Pengalaman ahli bedah juga merupakan faktor potensial yang mempengaruhi hasil.
Kim et al.[12] menyatakan bahwa pada populasi orang dewasa, tingkat PTH pada pasien
yang dioperasikan dengan menghadiri ahli bedah secara signifikan lebih rendah
daripada tingkat PTH pada pasien yang dioperasikan oleh residen ahli bedah. Dalam
penelitian kami semua pasien dioperasikan oleh senior residen yang mungkin
merupakan faktor potensial yang mempengaruhi tingkat PTH kami.
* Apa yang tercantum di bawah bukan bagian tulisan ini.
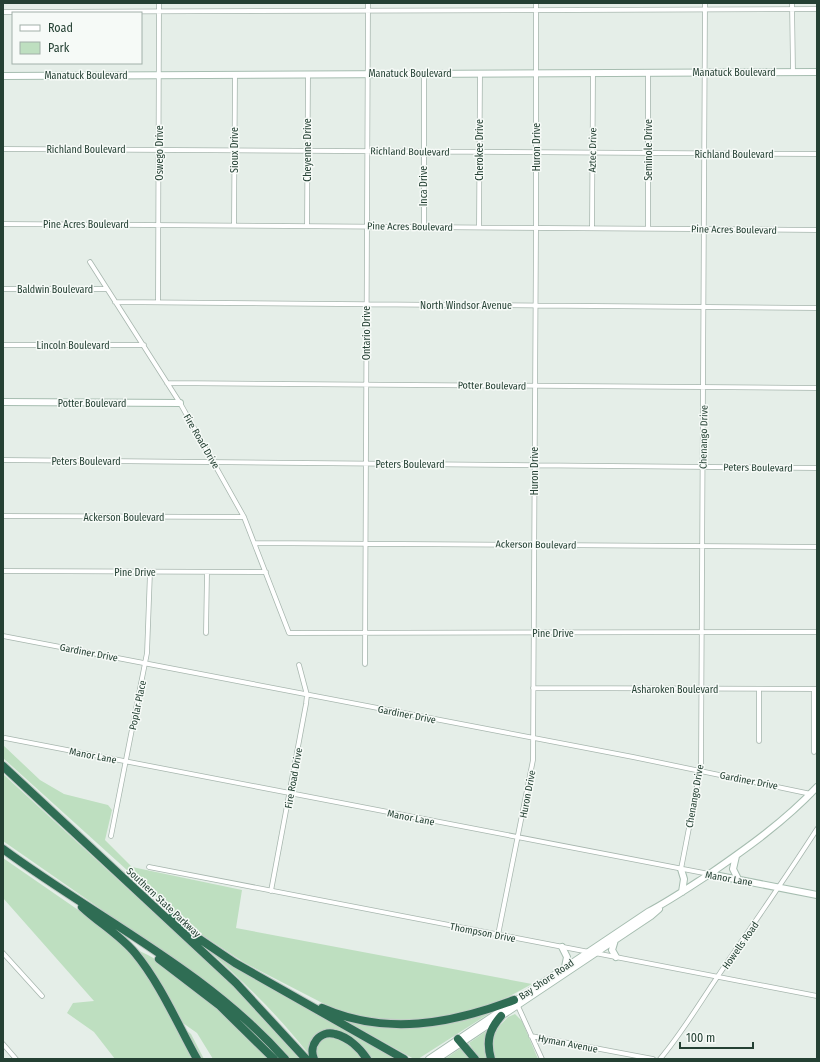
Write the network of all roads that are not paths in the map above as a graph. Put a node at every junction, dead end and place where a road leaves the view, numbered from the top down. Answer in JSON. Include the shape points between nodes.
{"nodes":[{"id":1,"x":159,"y":3,"type":"edge"},
{"id":2,"x":368,"y":3,"type":"edge"},
{"id":3,"x":536,"y":3,"type":"edge"},
{"id":4,"x":705,"y":3,"type":"edge"},
{"id":5,"x":792,"y":3,"type":"edge"},
{"id":6,"x":817,"y":8,"type":"edge"},
{"id":7,"x":705,"y":9,"type":"junction"},
{"id":8,"x":792,"y":9,"type":"junction"},
{"id":9,"x":368,"y":10,"type":"junction"},
{"id":10,"x":536,"y":10,"type":"junction"},
{"id":11,"x":3,"y":12,"type":"edge"},
{"id":12,"x":159,"y":12,"type":"junction"},
{"id":13,"x":793,"y":72,"type":"junction"},
{"id":14,"x":817,"y":72,"type":"edge"},
{"id":15,"x":368,"y":73,"type":"junction"},
{"id":16,"x":424,"y":73,"type":"junction"},
{"id":17,"x":480,"y":73,"type":"junction"},
{"id":18,"x":536,"y":73,"type":"junction"},
{"id":19,"x":593,"y":73,"type":"junction"},
{"id":20,"x":648,"y":73,"type":"junction"},
{"id":21,"x":704,"y":73,"type":"junction"},
{"id":22,"x":235,"y":74,"type":"junction"},
{"id":23,"x":308,"y":74,"type":"junction"},
{"id":24,"x":159,"y":75,"type":"junction"},
{"id":25,"x":3,"y":76,"type":"edge"},
{"id":26,"x":3,"y":148,"type":"edge"},
{"id":27,"x":159,"y":149,"type":"junction"},
{"id":28,"x":234,"y":150,"type":"junction"},
{"id":29,"x":307,"y":150,"type":"junction"},
{"id":30,"x":367,"y":151,"type":"junction"},
{"id":31,"x":423,"y":152,"type":"junction"},
{"id":32,"x":479,"y":152,"type":"junction"},
{"id":33,"x":536,"y":152,"type":"junction"},
{"id":34,"x":592,"y":152,"type":"junction"},
{"id":35,"x":648,"y":153,"type":"junction"},
{"id":36,"x":704,"y":153,"type":"junction"},
{"id":37,"x":817,"y":154,"type":"edge"},
{"id":38,"x":3,"y":224,"type":"edge"},
{"id":39,"x":158,"y":224,"type":"junction"},
{"id":40,"x":234,"y":225,"type":"junction"},
{"id":41,"x":307,"y":226,"type":"junction"},
{"id":42,"x":366,"y":226,"type":"junction"},
{"id":43,"x":424,"y":227,"type":"junction"},
{"id":44,"x":479,"y":227,"type":"junction"},
{"id":45,"x":536,"y":228,"type":"junction"},
{"id":46,"x":592,"y":228,"type":"junction"},
{"id":47,"x":648,"y":228,"type":"junction"},
{"id":48,"x":704,"y":229,"type":"junction"},
{"id":49,"x":817,"y":230,"type":"edge"},
{"id":50,"x":90,"y":262,"type":"dead end"},
{"id":51,"x":3,"y":289,"type":"edge"},
{"id":52,"x":107,"y":289,"type":"junction"},
{"id":53,"x":115,"y":302,"type":"junction"},
{"id":54,"x":158,"y":302,"type":"junction"},
{"id":55,"x":366,"y":304,"type":"junction"},
{"id":56,"x":535,"y":305,"type":"junction"},
{"id":57,"x":703,"y":307,"type":"junction"},
{"id":58,"x":817,"y":308,"type":"edge"},
{"id":59,"x":3,"y":345,"type":"edge"},
{"id":60,"x":144,"y":346,"type":"junction"},
{"id":61,"x":167,"y":383,"type":"junction"},
{"id":62,"x":366,"y":384,"type":"junction"},
{"id":63,"x":535,"y":385,"type":"junction"},
{"id":64,"x":704,"y":386,"type":"junction"},
{"id":65,"x":817,"y":388,"type":"edge"},
{"id":66,"x":3,"y":402,"type":"edge"},
{"id":67,"x":180,"y":403,"type":"junction"},
{"id":68,"x":3,"y":460,"type":"edge"},
{"id":69,"x":213,"y":462,"type":"junction"},
{"id":70,"x":366,"y":463,"type":"junction"},
{"id":71,"x":534,"y":465,"type":"junction"},
{"id":72,"x":702,"y":466,"type":"junction"},
{"id":73,"x":817,"y":468,"type":"edge"},
{"id":74,"x":3,"y":516,"type":"edge"},
{"id":75,"x":244,"y":517,"type":"junction"},
{"id":76,"x":255,"y":543,"type":"junction"},
{"id":77,"x":366,"y":544,"type":"junction"},
{"id":78,"x":534,"y":544,"type":"junction"},
{"id":79,"x":702,"y":547,"type":"junction"},
{"id":80,"x":817,"y":547,"type":"edge"},
{"id":81,"x":3,"y":571,"type":"edge"},
{"id":82,"x":150,"y":572,"type":"junction"},
{"id":83,"x":207,"y":572,"type":"junction"},
{"id":84,"x":266,"y":572,"type":"junction"},
{"id":85,"x":702,"y":632,"type":"junction"},
{"id":86,"x":817,"y":632,"type":"edge"},
{"id":87,"x":206,"y":633,"type":"dead end"},
{"id":88,"x":289,"y":633,"type":"joint"},
{"id":89,"x":533,"y":633,"type":"junction"},
{"id":90,"x":366,"y":634,"type":"junction"},
{"id":91,"x":3,"y":636,"type":"edge"},
{"id":92,"x":146,"y":663,"type":"junction"},
{"id":93,"x":365,"y":664,"type":"dead end"},
{"id":94,"x":299,"y":665,"type":"dead end"},
{"id":95,"x":533,"y":688,"type":"junction"},
{"id":96,"x":702,"y":688,"type":"junction"},
{"id":97,"x":759,"y":688,"type":"junction"},
{"id":98,"x":815,"y":689,"type":"edge"},
{"id":99,"x":307,"y":695,"type":"junction"},
{"id":100,"x":5,"y":738,"type":"dead end"},
{"id":101,"x":534,"y":738,"type":"junction"},
{"id":102,"x":759,"y":741,"type":"dead end"},
{"id":103,"x":814,"y":752,"type":"dead end"},
{"id":104,"x":125,"y":762,"type":"junction"},
{"id":105,"x":3,"y":767,"type":"edge"},
{"id":106,"x":700,"y":771,"type":"junction"},
{"id":107,"x":817,"y":787,"type":"edge"},
{"id":108,"x":290,"y":794,"type":"junction"},
{"id":109,"x":810,"y":794,"type":"junction"},
{"id":110,"x":817,"y":829,"type":"edge"},
{"id":111,"x":111,"y":836,"type":"dead end"},
{"id":112,"x":518,"y":837,"type":"junction"},
{"id":113,"x":5,"y":851,"type":"edge"},
{"id":114,"x":736,"y":856,"type":"junction"},
{"id":115,"x":149,"y":867,"type":"dead end"},
{"id":116,"x":681,"y":869,"type":"junction"},
{"id":117,"x":709,"y":874,"type":"junction"},
{"id":118,"x":738,"y":879,"type":"junction"},
{"id":119,"x":61,"y":888,"type":"junction"},
{"id":120,"x":780,"y":888,"type":"junction"},
{"id":121,"x":138,"y":891,"type":"junction"},
{"id":122,"x":271,"y":891,"type":"junction"},
{"id":123,"x":682,"y":892,"type":"junction"},
{"id":124,"x":817,"y":895,"type":"edge"},
{"id":125,"x":665,"y":904,"type":"junction"},
{"id":126,"x":498,"y":935,"type":"junction"},
{"id":127,"x":137,"y":940,"type":"junction"},
{"id":128,"x":615,"y":940,"type":"junction"},
{"id":129,"x":562,"y":947,"type":"junction"},
{"id":130,"x":588,"y":952,"type":"junction"},
{"id":131,"x":3,"y":953,"type":"edge"},
{"id":132,"x":595,"y":953,"type":"junction"},
{"id":133,"x":616,"y":957,"type":"junction"},
{"id":134,"x":565,"y":967,"type":"junction"},
{"id":135,"x":717,"y":977,"type":"junction"},
{"id":136,"x":281,"y":989,"type":"junction"},
{"id":137,"x":42,"y":996,"type":"dead end"},
{"id":138,"x":817,"y":996,"type":"edge"},
{"id":139,"x":516,"y":1002,"type":"junction"},
{"id":140,"x":501,"y":1016,"type":"junction"},
{"id":141,"x":531,"y":1036,"type":"junction"},
{"id":142,"x":460,"y":1041,"type":"junction"},
{"id":143,"x":3,"y":1044,"type":"edge"},
{"id":144,"x":434,"y":1058,"type":"edge"},
{"id":145,"x":16,"y":1059,"type":"edge"},
{"id":146,"x":197,"y":1059,"type":"edge"},
{"id":147,"x":274,"y":1059,"type":"edge"},
{"id":148,"x":285,"y":1059,"type":"edge"},
{"id":149,"x":306,"y":1059,"type":"edge"},
{"id":150,"x":314,"y":1059,"type":"edge"},
{"id":151,"x":367,"y":1059,"type":"edge"},
{"id":152,"x":404,"y":1059,"type":"edge"},
{"id":153,"x":475,"y":1059,"type":"edge"},
{"id":154,"x":491,"y":1059,"type":"edge"},
{"id":155,"x":542,"y":1059,"type":"edge"},
{"id":156,"x":653,"y":1059,"type":"edge"},
{"id":157,"x":660,"y":1059,"type":"edge"}],
"edges":[{"from":1,"to":12,"type":"street","name":"Oswego Drive"},
{"from":2,"to":9,"type":"street","name":"Ontario Drive"},
{"from":3,"to":10,"type":"street","name":"Huron Drive"},
{"from":4,"to":7,"type":"street","name":"Chenango Drive"},
{"from":5,"to":8,"type":"street"},
{"from":6,"to":8,"type":"street"},
{"from":7,"to":8,"type":"street"},
{"from":7,"to":10,"type":"street"},
{"from":7,"to":21,"type":"street","name":"Chenango Drive"},
{"from":8,"to":13,"type":"street"},
{"from":9,"to":10,"type":"street"},
{"from":9,"to":12,"type":"street"},
{"from":9,"to":15,"type":"street","name":"Ontario Drive"},
{"from":10,"to":18,"type":"street","name":"Huron Drive"},
{"from":11,"to":12,"type":"street"},
{"from":12,"to":24,"type":"street","name":"Oswego Drive"},
{"from":13,"to":14,"type":"street","name":"Manatuck Boulevard"},
{"from":13,"to":21,"type":"street","name":"Manatuck Boulevard"},
{"from":15,"to":16,"type":"street","name":"Manatuck Boulevard"},
{"from":15,"to":23,"type":"street","name":"Manatuck Boulevard"},
{"from":15,"to":30,"type":"street","name":"Ontario Drive"},
{"from":16,"to":17,"type":"street","name":"Manatuck Boulevard"},
{"from":16,"to":31,"type":"street","name":"Inca Drive"},
{"from":17,"to":18,"type":"street","name":"Manatuck Boulevard"},
{"from":17,"to":32,"type":"street","name":"Cherokee Drive"},
{"from":18,"to":19,"type":"street","name":"Manatuck Boulevard"},
{"from":18,"to":33,"type":"street","name":"Huron Drive"},
{"from":19,"to":20,"type":"street","name":"Manatuck Boulevard"},
{"from":19,"to":34,"type":"street","name":"Aztec Drive"},
{"from":20,"to":21,"type":"street","name":"Manatuck Boulevard"},
{"from":20,"to":35,"type":"street","name":"Seminole Drive"},
{"from":21,"to":36,"type":"street","name":"Chenango Drive"},
{"from":22,"to":23,"type":"street","name":"Manatuck Boulevard"},
{"from":22,"to":24,"type":"street","name":"Manatuck Boulevard"},
{"from":22,"to":28,"type":"street","name":"Sioux Drive"},
{"from":23,"to":29,"type":"street","name":"Cheyenne Drive"},
{"from":24,"to":25,"type":"street","name":"Manatuck Boulevard"},
{"from":24,"to":27,"type":"street","name":"Oswego Drive"},
{"from":26,"to":27,"type":"street","name":"Richland Boulevard"},
{"from":27,"to":28,"type":"street","name":"Richland Boulevard"},
{"from":27,"to":39,"type":"street","name":"Oswego Drive"},
{"from":28,"to":29,"type":"street","name":"Richland Boulevard"},
{"from":28,"to":40,"type":"street","name":"Sioux Drive"},
{"from":29,"to":30,"type":"street","name":"Richland Boulevard"},
{"from":29,"to":41,"type":"street","name":"Cheyenne Drive"},
{"from":30,"to":31,"type":"street","name":"Richland Boulevard"},
{"from":30,"to":42,"type":"street","name":"Ontario Drive"},
{"from":31,"to":32,"type":"street","name":"Richland Boulevard"},
{"from":31,"to":43,"type":"street","name":"Inca Drive"},
{"from":32,"to":33,"type":"street","name":"Richland Boulevard"},
{"from":32,"to":44,"type":"street","name":"Cherokee Drive"},
{"from":33,"to":34,"type":"street","name":"Richland Boulevard"},
{"from":33,"to":45,"type":"street","name":"Huron Drive"},
{"from":34,"to":35,"type":"street","name":"Richland Boulevard"},
{"from":34,"to":46,"type":"street","name":"Aztec Drive"},
{"from":35,"to":36,"type":"street","name":"Richland Boulevard"},
{"from":35,"to":47,"type":"street","name":"Seminole Drive"},
{"from":36,"to":37,"type":"street","name":"Richland Boulevard"},
{"from":36,"to":48,"type":"street","name":"Chenango Drive"},
{"from":38,"to":39,"type":"street","name":"Pine Acres Boulevard"},
{"from":39,"to":40,"type":"street","name":"Pine Acres Boulevard"},
{"from":39,"to":54,"type":"street","name":"Oswego Drive"},
{"from":40,"to":41,"type":"street","name":"Pine Acres Boulevard"},
{"from":41,"to":42,"type":"street","name":"Pine Acres Boulevard"},
{"from":42,"to":43,"type":"street","name":"Pine Acres Boulevard"},
{"from":42,"to":55,"type":"street","name":"Ontario Drive"},
{"from":43,"to":44,"type":"street","name":"Pine Acres Boulevard"},
{"from":44,"to":45,"type":"street","name":"Pine Acres Boulevard"},
{"from":45,"to":46,"type":"street","name":"Pine Acres Boulevard"},
{"from":45,"to":56,"type":"street","name":"Huron Drive"},
{"from":46,"to":47,"type":"street","name":"Pine Acres Boulevard"},
{"from":47,"to":48,"type":"street","name":"Pine Acres Boulevard"},
{"from":48,"to":49,"type":"street","name":"Pine Acres Boulevard"},
{"from":48,"to":57,"type":"street","name":"Chenango Drive"},
{"from":50,"to":52,"type":"street","name":"Fire Road Drive"},
{"from":51,"to":52,"type":"street","name":"Baldwin Boulevard"},
{"from":52,"to":53,"type":"street","name":"Fire Road Drive"},
{"from":53,"to":54,"type":"street","name":"North Windsor Avenue"},
{"from":53,"to":60,"type":"street","name":"Fire Road Drive"},
{"from":54,"to":55,"type":"street","name":"North Windsor Avenue"},
{"from":55,"to":56,"type":"street","name":"North Windsor Avenue"},
{"from":55,"to":62,"type":"street","name":"Ontario Drive"},
{"from":56,"to":57,"type":"street","name":"North Windsor Avenue"},
{"from":56,"to":63,"type":"street","name":"Huron Drive"},
{"from":57,"to":58,"type":"street","name":"North Windsor Avenue"},
{"from":57,"to":64,"type":"street","name":"Chenango Drive"},
{"from":59,"to":60,"type":"street","name":"Lincoln Boulevard"},
{"from":60,"to":61,"type":"street","name":"Fire Road Drive"},
{"from":61,"to":62,"type":"street","name":"Potter Boulevard"},
{"from":61,"to":67,"type":"street","name":"Fire Road Drive"},
{"from":62,"to":63,"type":"street","name":"Potter Boulevard"},
{"from":62,"to":70,"type":"street","name":"Ontario Drive"},
{"from":63,"to":64,"type":"street","name":"Potter Boulevard"},
{"from":63,"to":71,"type":"street","name":"Huron Drive"},
{"from":64,"to":65,"type":"street","name":"Potter Boulevard"},
{"from":64,"to":72,"type":"street","name":"Chenango Drive"},
{"from":66,"to":67,"type":"street","name":"Potter Boulevard"},
{"from":67,"to":69,"type":"street","name":"Fire Road Drive"},
{"from":68,"to":69,"type":"street","name":"Peters Boulevard"},
{"from":69,"to":70,"type":"street","name":"Peters Boulevard"},
{"from":69,"to":75,"type":"street","name":"Fire Road Drive"},
{"from":70,"to":71,"type":"street","name":"Peters Boulevard"},
{"from":70,"to":77,"type":"street","name":"Ontario Drive"},
{"from":71,"to":72,"type":"street","name":"Peters Boulevard"},
{"from":71,"to":78,"type":"street","name":"Huron Drive"},
{"from":72,"to":73,"type":"street","name":"Peters Boulevard"},
{"from":72,"to":79,"type":"street","name":"Chenango Drive"},
{"from":74,"to":75,"type":"street","name":"Ackerson Boulevard"},
{"from":75,"to":76,"type":"street","name":"Fire Road Drive"},
{"from":76,"to":77,"type":"street","name":"Ackerson Boulevard"},
{"from":76,"to":84,"type":"street","name":"Fire Road Drive"},
{"from":77,"to":78,"type":"street","name":"Ackerson Boulevard"},
{"from":77,"to":90,"type":"street","name":"Ontario Drive"},
{"from":78,"to":79,"type":"street","name":"Ackerson Boulevard"},
{"from":78,"to":89,"type":"street","name":"Huron Drive"},
{"from":79,"to":80,"type":"street","name":"Ackerson Boulevard"},
{"from":79,"to":85,"type":"street","name":"Chenango Drive"},
{"from":81,"to":82,"type":"street","name":"Pine Drive"},
{"from":82,"to":83,"type":"street","name":"Pine Drive"},
{"from":82,"to":92,"type":"street","name":"Poplar Place","via":[[150,621]]},
{"from":83,"to":84,"type":"street","name":"Pine Drive"},
{"from":83,"to":87,"type":"street"},
{"from":84,"to":88,"type":"street","name":"Fire Road Drive"},
{"from":85,"to":86,"type":"street","name":"Pine Drive"},
{"from":85,"to":89,"type":"street","name":"Pine Drive"},
{"from":85,"to":96,"type":"street","name":"Chenango Drive"},
{"from":88,"to":90,"type":"street","name":"Pine Drive"},
{"from":89,"to":90,"type":"street","name":"Pine Drive"},
{"from":89,"to":95,"type":"street","name":"Huron Drive"},
{"from":90,"to":93,"type":"street","name":"Ontario Drive"},
{"from":91,"to":92,"type":"street","name":"Gardiner Drive"},
{"from":92,"to":99,"type":"street","name":"Gardiner Drive"},
{"from":92,"to":104,"type":"street","name":"Poplar Place"},
{"from":94,"to":99,"type":"street","name":"Fire Road Drive"},
{"from":95,"to":96,"type":"street","name":"Asharoken Boulevard"},
{"from":95,"to":101,"type":"street","name":"Huron Drive"},
{"from":96,"to":97,"type":"street","name":"Asharoken Boulevard"},
{"from":96,"to":106,"type":"street","name":"Chenango Drive"},
{"from":97,"to":98,"type":"street","name":"Asharoken Boulevard"},
{"from":97,"to":102,"type":"street"},
{"from":98,"to":103,"type":"street"},
{"from":99,"to":101,"type":"street","name":"Gardiner Drive"},
{"from":99,"to":108,"type":"street","name":"Fire Road Drive"},
{"from":100,"to":104,"type":"street","name":"Manor Lane"},
{"from":101,"to":106,"type":"street","name":"Gardiner Drive"},
{"from":101,"to":112,"type":"street","name":"Huron Drive","via":[[533,760]]},
{"from":104,"to":108,"type":"street","name":"Manor Lane"},
{"from":104,"to":111,"type":"street","name":"Poplar Place"},
{"from":105,"to":121,"type":"highway","name":"Southern State Parkway"},
{"from":106,"to":109,"type":"street","name":"Gardiner Drive"},
{"from":106,"to":116,"type":"street","name":"Chenango Drive"},
{"from":107,"to":109,"type":"street","name":"Bay Shore Road"},
{"from":108,"to":112,"type":"street","name":"Manor Lane"},
{"from":108,"to":122,"type":"street","name":"Fire Road Drive"},
{"from":109,"to":114,"type":"street","name":"Bay Shore Road","via":[[772,829]]},
{"from":110,"to":120,"type":"street","name":"Howells Road"},
{"from":112,"to":116,"type":"street","name":"Manor Lane"},
{"from":112,"to":126,"type":"street","name":"Huron Drive"},
{"from":113,"to":119,"type":"highway"},
{"from":114,"to":117,"type":"street","name":"Bay Shore Road"},
{"from":114,"to":118,"type":"street","via":[[733,869]]},
{"from":115,"to":122,"type":"street","name":"Thompson Drive"},
{"from":116,"to":117,"type":"street","name":"Manor Lane"},
{"from":116,"to":123,"type":"street","via":[[684,879]]},
{"from":117,"to":118,"type":"street","name":"Manor Lane"},
{"from":117,"to":123,"type":"street","name":"Bay Shore Road"},
{"from":118,"to":120,"type":"street","name":"Manor Lane"},
{"from":119,"to":127,"type":"highway"},
{"from":119,"to":146,"type":"highway","via":[[138,957]]},
{"from":120,"to":124,"type":"street","name":"Manor Lane"},
{"from":120,"to":135,"type":"street","name":"Howells Road"},
{"from":121,"to":136,"type":"highway","via":[[212,948]]},
{"from":121,"to":149,"type":"highway","name":"Southern State Parkway","via":[[248,996]]},
{"from":122,"to":126,"type":"street","name":"Thompson Drive"},
{"from":123,"to":125,"type":"street","name":"Bay Shore Road"},
{"from":125,"to":128,"type":"street","name":"Bay Shore Road"},
{"from":125,"to":130,"type":"street","name":"Bay Shore Road","via":[[648,912]]},
{"from":126,"to":129,"type":"street","name":"Thompson Drive"},
{"from":127,"to":147,"type":"highway","via":[[219,1005]]},
{"from":127,"to":148,"type":"highway","via":[[150,946],[212,991],[253,1026]]},
{"from":128,"to":132,"type":"street","name":"Bay Shore Road"},
{"from":128,"to":133,"type":"street","via":[[612,947]]},
{"from":129,"to":130,"type":"street","name":"Thompson Drive"},
{"from":129,"to":134,"type":"street","via":[[567,957]]},
{"from":130,"to":132,"type":"street","name":"Thompson Drive"},
{"from":130,"to":134,"type":"street","name":"Bay Shore Road"},
{"from":131,"to":137,"type":"street"},
{"from":132,"to":133,"type":"street","name":"Thompson Drive"},
{"from":132,"to":139,"type":"street","name":"Bay Shore Road"},
{"from":133,"to":135,"type":"street","name":"Thompson Drive"},
{"from":134,"to":139,"type":"street","name":"Bay Shore Road"},
{"from":135,"to":138,"type":"street","name":"Thompson Drive"},
{"from":135,"to":157,"type":"street","name":"Howells Road","via":[[672,1046]]},
{"from":136,"to":139,"type":"highway","via":[[342,1015],[396,1024],[451,1020]]},
{"from":136,"to":152,"type":"highway"},
{"from":139,"to":140,"type":"street","name":"Bay Shore Road"},
{"from":139,"to":141,"type":"street"},
{"from":139,"to":142,"type":"street","name":"Bay Shore Road"},
{"from":140,"to":142,"type":"street","name":"Bay Shore Road"},
{"from":140,"to":154,"type":"highway","via":[[488,1035]]},
{"from":141,"to":155,"type":"street"},
{"from":141,"to":156,"type":"street","name":"Hyman Avenue"},
{"from":142,"to":144,"type":"street","name":"Bay Shore Road"},
{"from":142,"to":153,"type":"highway"},
{"from":143,"to":145,"type":"street"},
{"from":150,"to":151,"type":"highway","via":[[312,1050],[315,1042],[321,1036],[331,1033],[352,1042]]}]}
Dalam penelitian kami, 48,3% pasien adalah perokok yang sedikit lebih tinggi
dari laporan kejadian merokok di Turki. Dalam laporan terbaru oleh 'International
Union Against Tuberculosis and Paru Disease', 40% populasi berusia antara 25 dan 44
[13]
adalah perokok . Populasi penelitian kami memiliki tingkat merokok sedikit lebih
tinggi yang dapat dikaitkan dengan peningkatan kejadian tonsilitis berulang pada
[6]
perokok. Cinamon et al. melaporkan tingkat yang lebih tinggi dari episode tonsilitis
berulang pada perokok daripada populasi umum orang dewasa dan mereka juga
melaporkan tingkat yang lebih tinggi merokok dalam populasi penelitian mereka
seperti pada penelitian ini, yang mungkin menjelaskan tingkat merokok lebih
tinggi yang dibandingkan dengan populasi orang dewasa yang berhubungan.